(Stored data entries)
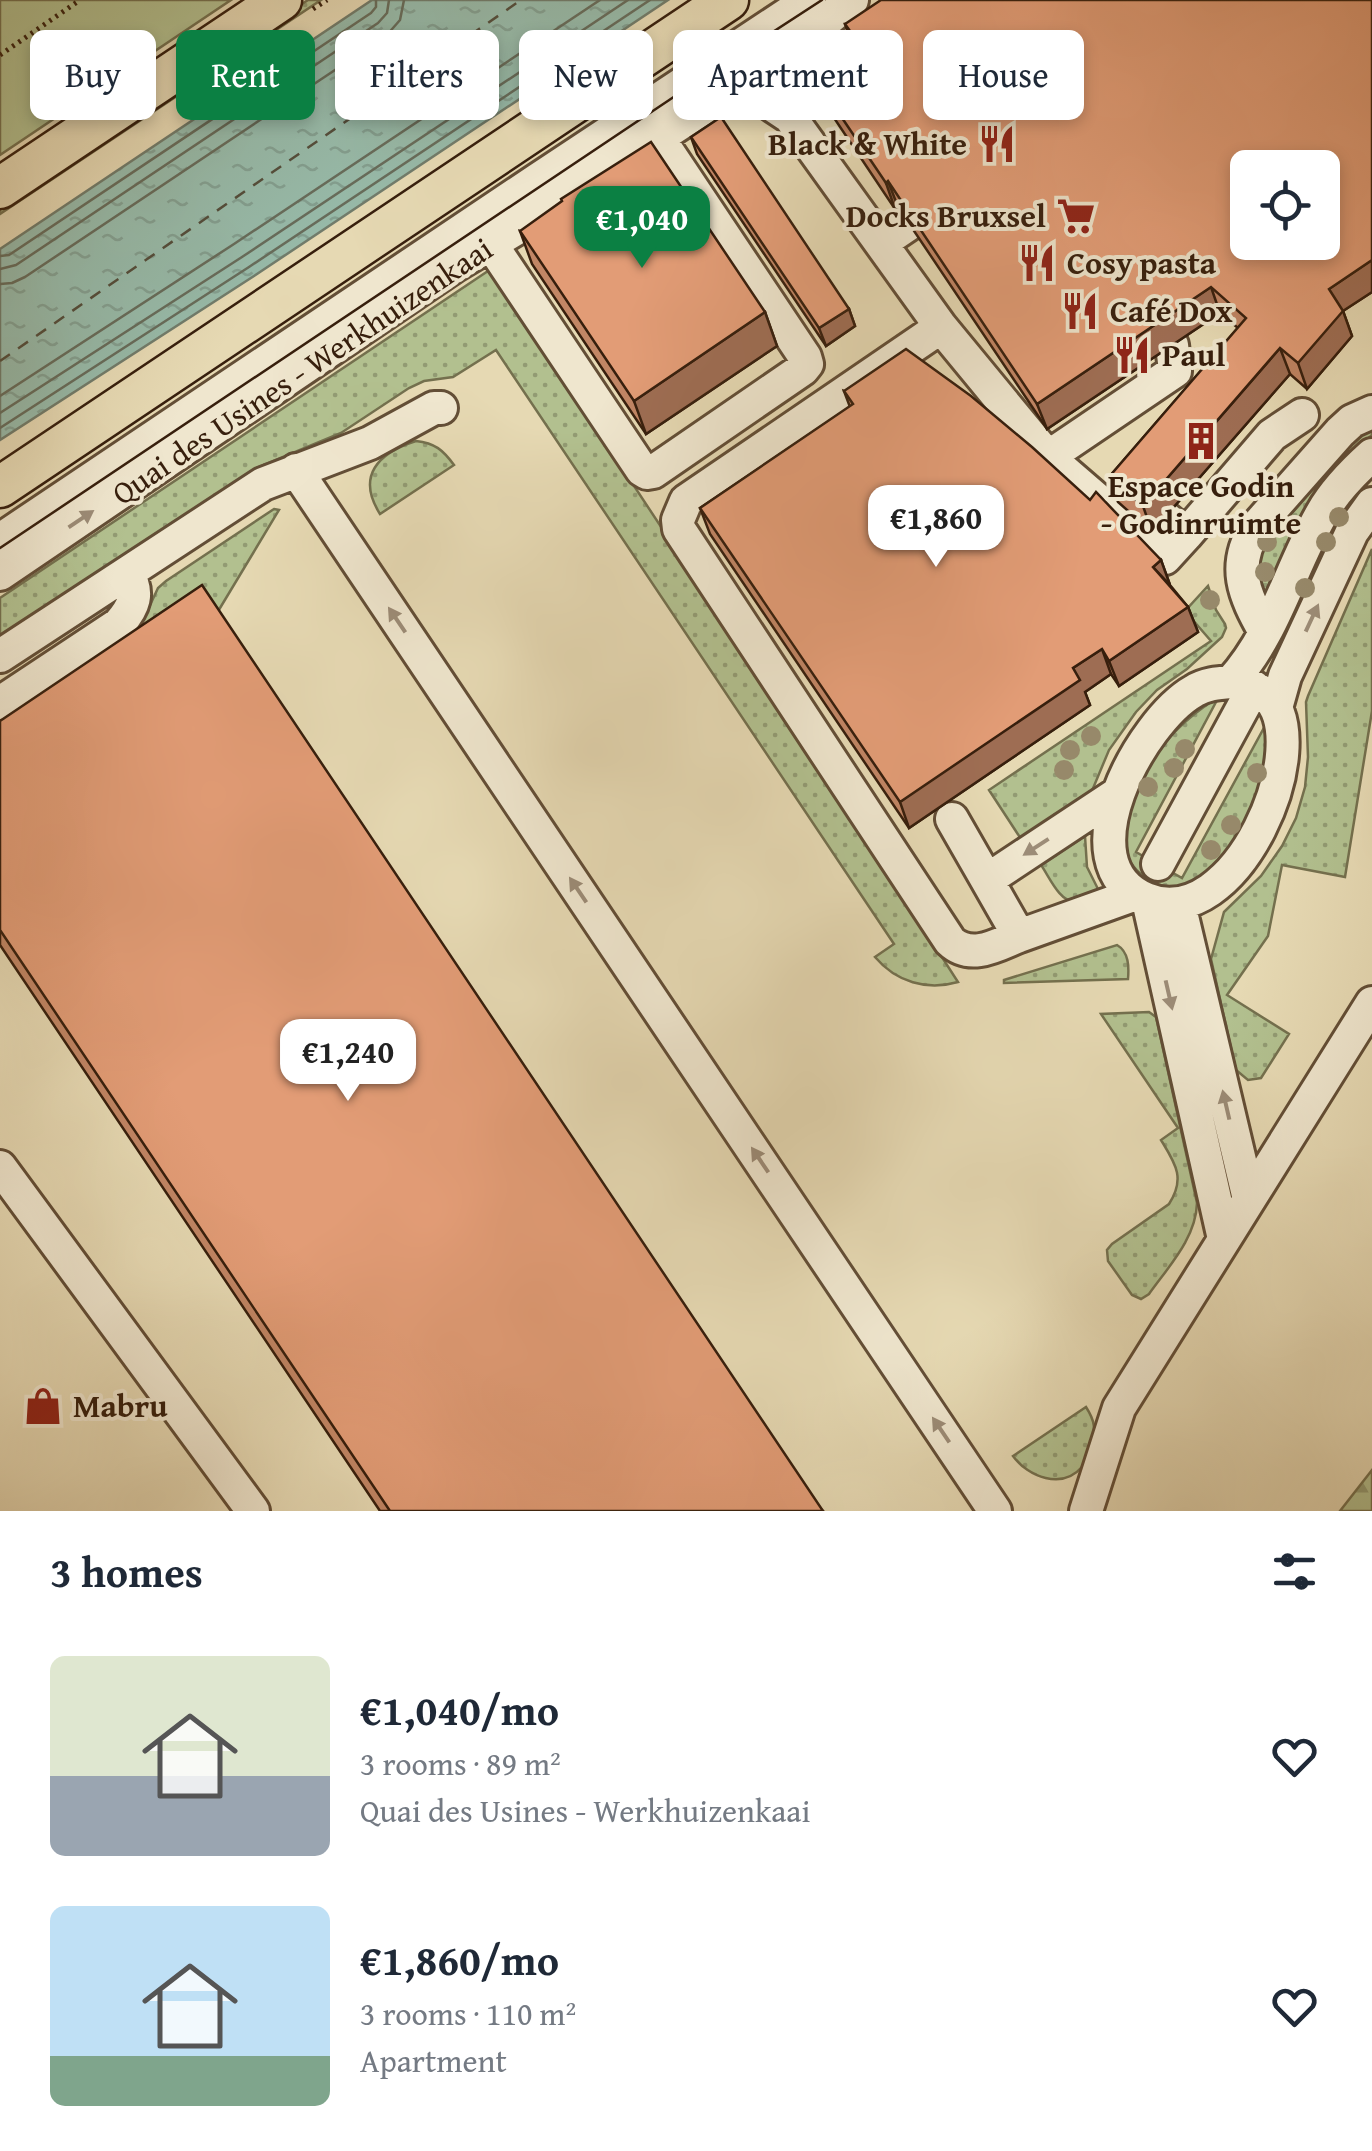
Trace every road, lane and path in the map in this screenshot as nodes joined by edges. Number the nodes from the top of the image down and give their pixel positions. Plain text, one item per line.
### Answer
1 (80, 0) edge
2 (281, 0) edge
3 (728, 0) edge
4 (809, 0) edge
5 (852, 0) edge
6 (815, 30) edge
7 (0, 55) edge
8 (685, 120) edge
9 (793, 120) edge
10 (658, 138) junction
11 (0, 188) edge
12 (909, 224) edge
13 (880, 243) junction
14 (490, 244) junction
15 (941, 326) junction
16 (1172, 345) dead end
17 (441, 408) dead end
18 (1372, 412) edge
19 (1302, 415) dead end
20 (1372, 455) edge
21 (1048, 457) junction
22 (296, 470) junction
23 (0, 487) edge
24 (1130, 488) edge
25 (1372, 504) edge
26 (0, 540) edge
27 (127, 572) junction
28 (0, 574) edge
29 (1265, 632) junction
30 (0, 656) edge
31 (1254, 693) junction
32 (0, 702) edge
33 (1117, 794) junction
34 (952, 819) dead end
35 (1158, 864) dead end
36 (987, 880) junction
37 (1154, 899) junction
38 (1020, 936) junction
39 (1372, 1003) edge
40 (0, 1168) edge
41 (1249, 1200) junction
42 (1224, 1239) junction
43 (254, 1511) edge
44 (995, 1511) edge
45 (1086, 1511) edge

1 - 7 path
2 - 11 main road
3 - 23 main road
4 - 26 street, Quai des Usines - Werkhuizenkaai
5 - 6 street, Quai des Usines - Werkhuizenkaai
8 - 10 street, Quai des Usines - Werkhuizenkaai
9 - 13 street
10 - 14 street, Quai des Usines - Werkhuizenkaai
10 - 14 street
12 - 13 street
13 - 15 street
28 -> 14 street, Quai des Usines - Werkhuizenkaai
15 - 21 street
15 - 38 street
16 - 21 street
17 - 22 street
18 - 29 street
19 - 21 street
20 - 29 street
21 - 24 street
22 - 27 street
44 -> 22 street
31 -> 25 street
27 - 30 street
27 - 32 street
29 - 31 street
31 - 33 street
31 - 35 street
31 - 37 street
33 -> 36 street
33 - 37 street
34 - 36 street
36 - 38 street
37 - 38 street
41 -> 37 street
37 -> 42 street
39 - 41 street
40 - 43 street
41 - 42 street
42 - 45 street

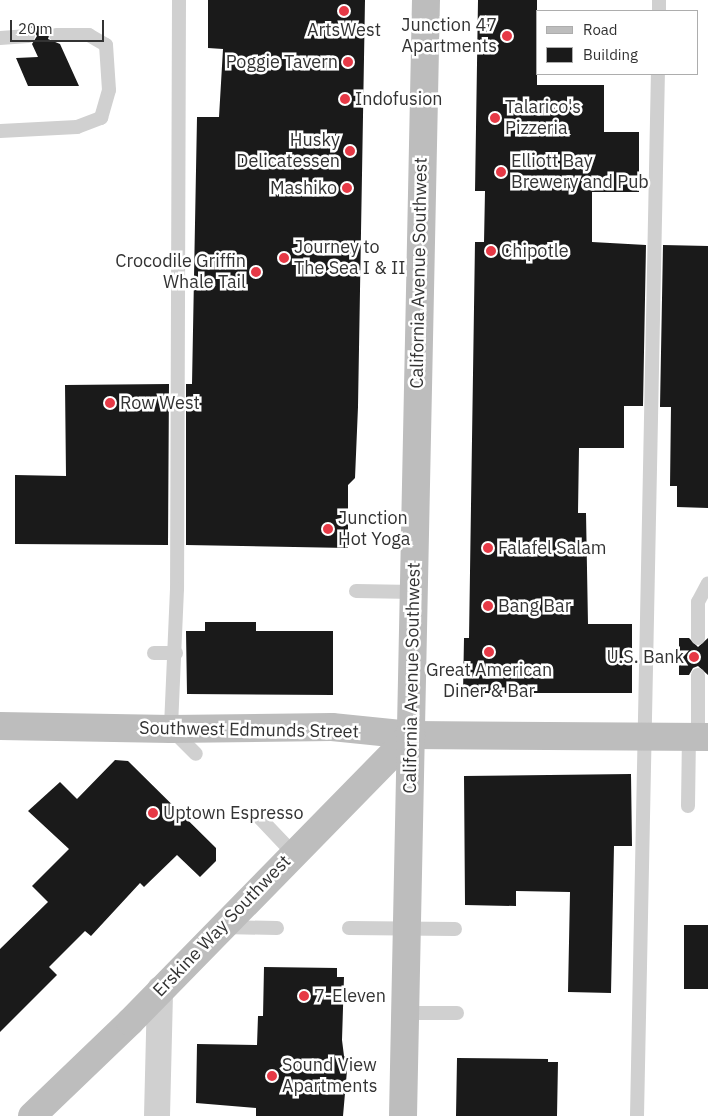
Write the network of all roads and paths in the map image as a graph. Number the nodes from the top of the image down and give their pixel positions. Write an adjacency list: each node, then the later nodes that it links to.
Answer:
1 (179, 0): 13 (lane)
2 (426, 0): 10 (street, California Avenue Southwest)
3 (56, 34): 7 (lane)
4 (28, 36): 5 (lane)
5 (0, 38)
6 (658, 75): 18 (lane)
7 (0, 131)
8 (708, 583): 11 (lane)
9 (356, 591): 10 (lane)
10 (414, 592): 17 (street, California Avenue Southwest)
11 (698, 638)
12 (154, 653): 13 (lane)
13 (176, 653): 16 (lane)
14 (698, 675): 19 (lane)
15 (0, 726): 16 (street, Southwest Edmunds Street)
16 (171, 729): 17 (street, Southwest Edmunds Street); 20 (lane)
17 (411, 735): 18 (street, Southwest Edmunds Street); 23 (street, Erskine Way Southwest); 27 (street, California Avenue Southwest)
18 (643, 737): 19 (street, Southwest Edmunds Street); 35 (lane)
19 (698, 737): 21 (lane)
20 (196, 754)
21 (688, 806)
22 (256, 814): 23 (lane)
23 (293, 853): 24 (street, Erskine Way Southwest)
24 (220, 927): 25 (lane); 29 (street, Erskine Way Southwest)
25 (277, 928)
26 (349, 928): 27 (lane)
27 (406, 928): 28 (lane); 30 (street, California Avenue Southwest)
28 (455, 929)
29 (160, 990): 32 (street, Erskine Way Southwest); 33 (street)
30 (405, 1013): 31 (lane); 34 (street, California Avenue Southwest)
31 (457, 1013)
32 (32, 1116)
33 (157, 1116)
34 (403, 1116)
35 (638, 1116)

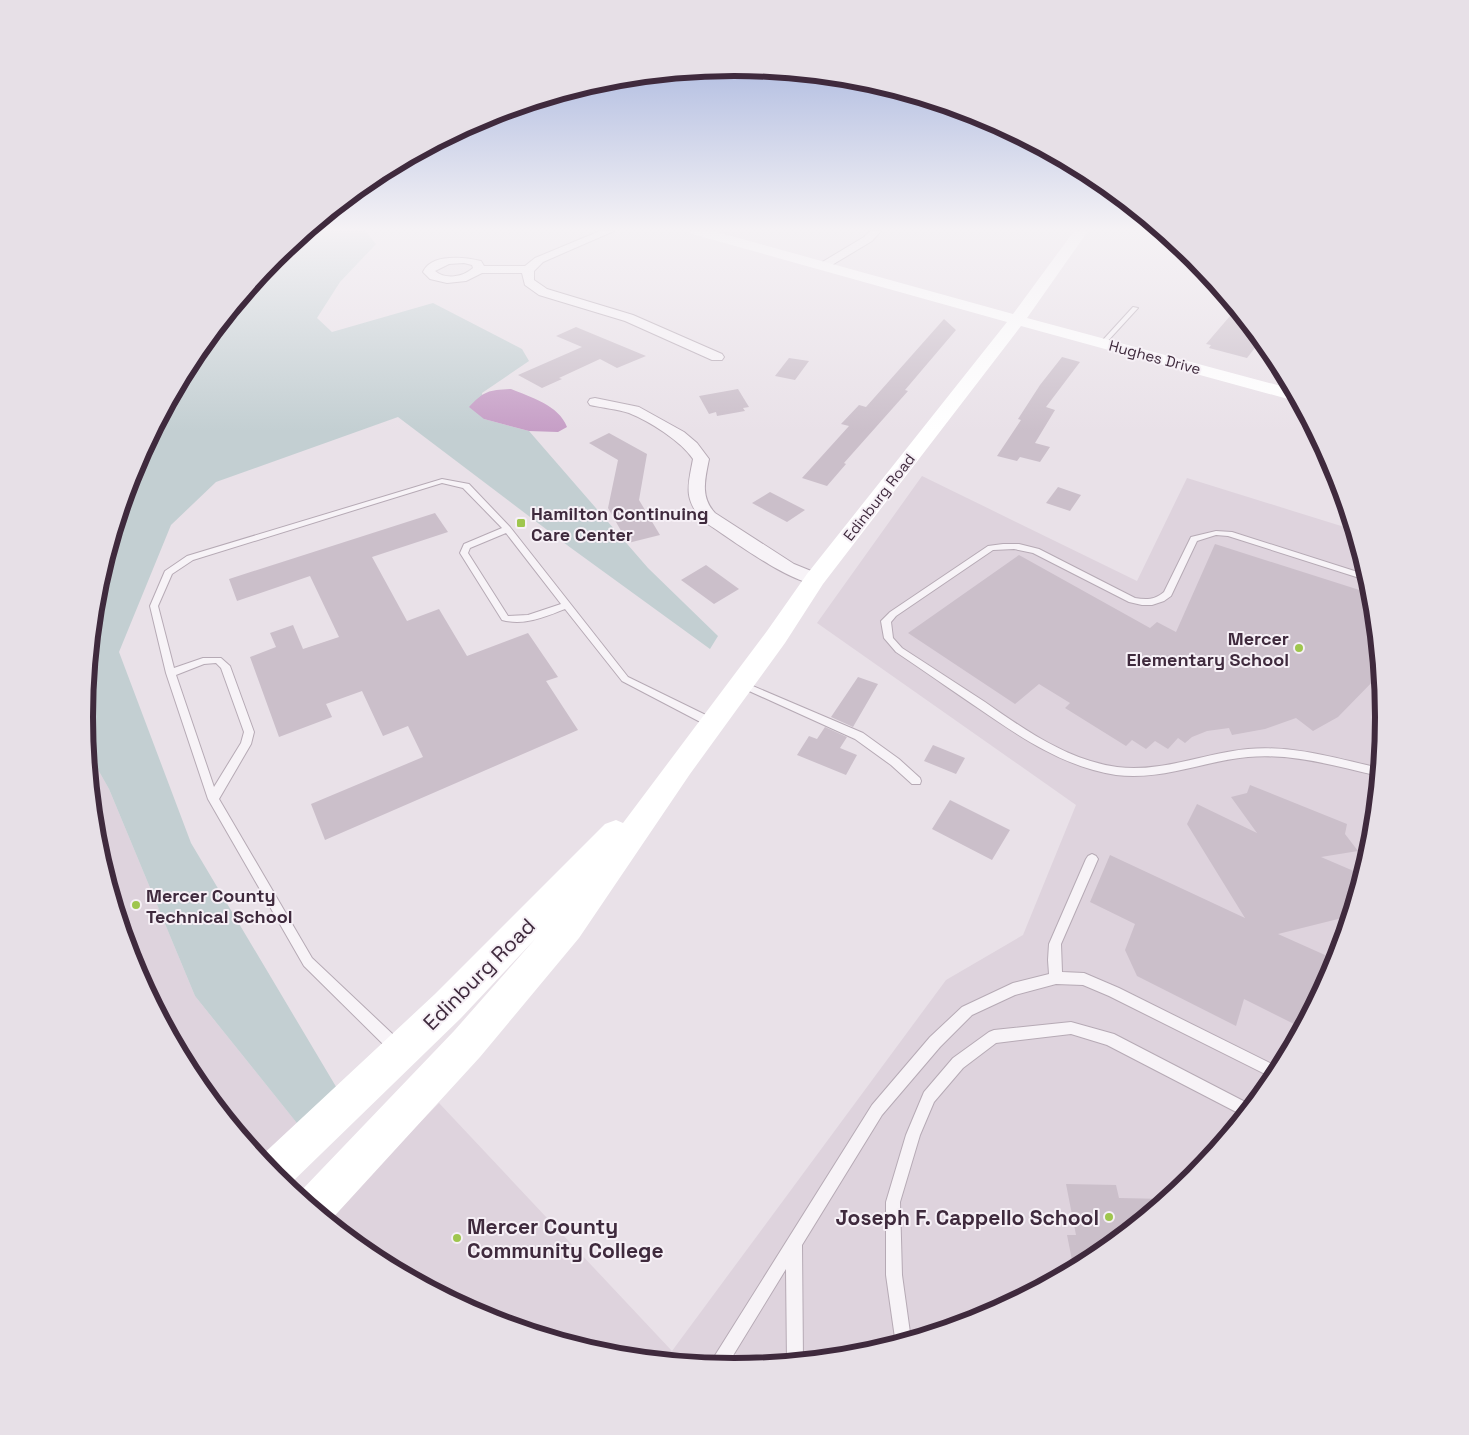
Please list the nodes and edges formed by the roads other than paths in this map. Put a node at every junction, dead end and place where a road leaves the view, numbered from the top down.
1 (562, 298) edge
2 (938, 298) edge
3 (1033, 298) edge
4 (1135, 308) dead end
5 (1017, 320) junction
6 (1103, 343) junction
7 (718, 358) dead end
8 (1287, 393) edge
9 (595, 402) dead end
10 (508, 529) junction
11 (1359, 575) edge
12 (815, 579) junction
13 (568, 605) junction
14 (171, 673) junction
15 (741, 684) junction
16 (712, 723) junction
17 (680, 766) junction
18 (1373, 771) edge
19 (916, 781) dead end
20 (213, 799) junction
21 (1092, 859) dead end
22 (1056, 978) junction
23 (401, 1052) junction
24 (1270, 1071) edge
25 (1243, 1108) edge
26 (278, 1168) edge
27 (317, 1204) edge
28 (794, 1243) junction
29 (902, 1336) edge
30 (795, 1355) edge
31 (723, 1358) edge

1 - 7 street
2 - 5 main road, Hughes Drive
3 - 5 main road, Edinburg Road
4 - 6 lane
5 - 6 main road, Hughes Drive
5 - 12 main road, Edinburg Road
6 - 8 main road, Hughes Drive
9 - 12 street
10 - 13 lane
10 - 13 lane
10 - 14 lane
11 - 18 lane
12 - 15 main road, Edinburg Road
13 - 16 lane
14 - 20 lane
14 - 20 lane
15 - 16 main road, Edinburg Road
15 - 19 lane
16 - 17 main road, Edinburg Road
17 - 23 main road, Edinburg Road
17 - 27 main road, Edinburg Road
20 - 23 lane
21 - 22 lane
22 - 24 lane
22 - 28 lane
23 - 26 main road, Edinburg Road
25 - 29 lane
28 - 30 lane
28 - 31 lane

TASK DIRECTIONS
From the first line above to the last, copy the records exactly but omit the pictures.

TASK SOLUTION
Trace every road, lane and path in the map in this screenshot as nodes joined by edges. Number the nodes from the top of the image down and give their pixel positions. Plain text, one item per line.
### Answer
1 (80, 0) edge
2 (281, 0) edge
3 (728, 0) edge
4 (809, 0) edge
5 (852, 0) edge
6 (815, 30) edge
7 (0, 55) edge
8 (685, 120) edge
9 (793, 120) edge
10 (658, 138) junction
11 (0, 188) edge
12 (909, 224) edge
13 (880, 243) junction
14 (490, 244) junction
15 (941, 326) junction
16 (1172, 345) dead end
17 (441, 408) dead end
18 (1372, 412) edge
19 (1302, 415) dead end
20 (1372, 455) edge
21 (1048, 457) junction
22 (296, 470) junction
23 (0, 487) edge
24 (1130, 488) edge
25 (1372, 504) edge
26 (0, 540) edge
27 (127, 572) junction
28 (0, 574) edge
29 (1265, 632) junction
30 (0, 656) edge
31 (1254, 693) junction
32 (0, 702) edge
33 (1117, 794) junction
34 (952, 819) dead end
35 (1158, 864) dead end
36 (987, 880) junction
37 (1154, 899) junction
38 (1020, 936) junction
39 (1372, 1003) edge
40 (0, 1168) edge
41 (1249, 1200) junction
42 (1224, 1239) junction
43 (254, 1511) edge
44 (995, 1511) edge
45 (1086, 1511) edge

1 - 7 path
2 - 11 main road
3 - 23 main road
4 - 26 street, Quai des Usines - Werkhuizenkaai
5 - 6 street, Quai des Usines - Werkhuizenkaai
8 - 10 street, Quai des Usines - Werkhuizenkaai
9 - 13 street
10 - 14 street, Quai des Usines - Werkhuizenkaai
10 - 14 street
12 - 13 street
13 - 15 street
28 -> 14 street, Quai des Usines - Werkhuizenkaai
15 - 21 street
15 - 38 street
16 - 21 street
17 - 22 street
18 - 29 street
19 - 21 street
20 - 29 street
21 - 24 street
22 - 27 street
44 -> 22 street
31 -> 25 street
27 - 30 street
27 - 32 street
29 - 31 street
31 - 33 street
31 - 35 street
31 - 37 street
33 -> 36 street
33 - 37 street
34 - 36 street
36 - 38 street
37 - 38 street
41 -> 37 street
37 -> 42 street
39 - 41 street
40 - 43 street
41 - 42 street
42 - 45 street

Write the network of all roads and paths in the map image as a graph. Number the nodes from the top of the image down and give their pixel positions. Write an adjacency list: each node, then the later nodes that it links to.
Answer:
1 (179, 0): 13 (lane)
2 (426, 0): 10 (street, California Avenue Southwest)
3 (56, 34): 7 (lane)
4 (28, 36): 5 (lane)
5 (0, 38)
6 (658, 75): 18 (lane)
7 (0, 131)
8 (708, 583): 11 (lane)
9 (356, 591): 10 (lane)
10 (414, 592): 17 (street, California Avenue Southwest)
11 (698, 638)
12 (154, 653): 13 (lane)
13 (176, 653): 16 (lane)
14 (698, 675): 19 (lane)
15 (0, 726): 16 (street, Southwest Edmunds Street)
16 (171, 729): 17 (street, Southwest Edmunds Street); 20 (lane)
17 (411, 735): 18 (street, Southwest Edmunds Street); 23 (street, Erskine Way Southwest); 27 (street, California Avenue Southwest)
18 (643, 737): 19 (street, Southwest Edmunds Street); 35 (lane)
19 (698, 737): 21 (lane)
20 (196, 754)
21 (688, 806)
22 (256, 814): 23 (lane)
23 (293, 853): 24 (street, Erskine Way Southwest)
24 (220, 927): 25 (lane); 29 (street, Erskine Way Southwest)
25 (277, 928)
26 (349, 928): 27 (lane)
27 (406, 928): 28 (lane); 30 (street, California Avenue Southwest)
28 (455, 929)
29 (160, 990): 32 (street, Erskine Way Southwest); 33 (street)
30 (405, 1013): 31 (lane); 34 (street, California Avenue Southwest)
31 (457, 1013)
32 (32, 1116)
33 (157, 1116)
34 (403, 1116)
35 (638, 1116)

Please list the nodes and edges formed by the roads other than paths in this map. Put a node at every junction, dead end and place where a road leaves the view, numbered from the top down.
1 (562, 298) edge
2 (938, 298) edge
3 (1033, 298) edge
4 (1135, 308) dead end
5 (1017, 320) junction
6 (1103, 343) junction
7 (718, 358) dead end
8 (1287, 393) edge
9 (595, 402) dead end
10 (508, 529) junction
11 (1359, 575) edge
12 (815, 579) junction
13 (568, 605) junction
14 (171, 673) junction
15 (741, 684) junction
16 (712, 723) junction
17 (680, 766) junction
18 (1373, 771) edge
19 (916, 781) dead end
20 (213, 799) junction
21 (1092, 859) dead end
22 (1056, 978) junction
23 (401, 1052) junction
24 (1270, 1071) edge
25 (1243, 1108) edge
26 (278, 1168) edge
27 (317, 1204) edge
28 (794, 1243) junction
29 (902, 1336) edge
30 (795, 1355) edge
31 (723, 1358) edge

1 - 7 street
2 - 5 main road, Hughes Drive
3 - 5 main road, Edinburg Road
4 - 6 lane
5 - 6 main road, Hughes Drive
5 - 12 main road, Edinburg Road
6 - 8 main road, Hughes Drive
9 - 12 street
10 - 13 lane
10 - 13 lane
10 - 14 lane
11 - 18 lane
12 - 15 main road, Edinburg Road
13 - 16 lane
14 - 20 lane
14 - 20 lane
15 - 16 main road, Edinburg Road
15 - 19 lane
16 - 17 main road, Edinburg Road
17 - 23 main road, Edinburg Road
17 - 27 main road, Edinburg Road
20 - 23 lane
21 - 22 lane
22 - 24 lane
22 - 28 lane
23 - 26 main road, Edinburg Road
25 - 29 lane
28 - 30 lane
28 - 31 lane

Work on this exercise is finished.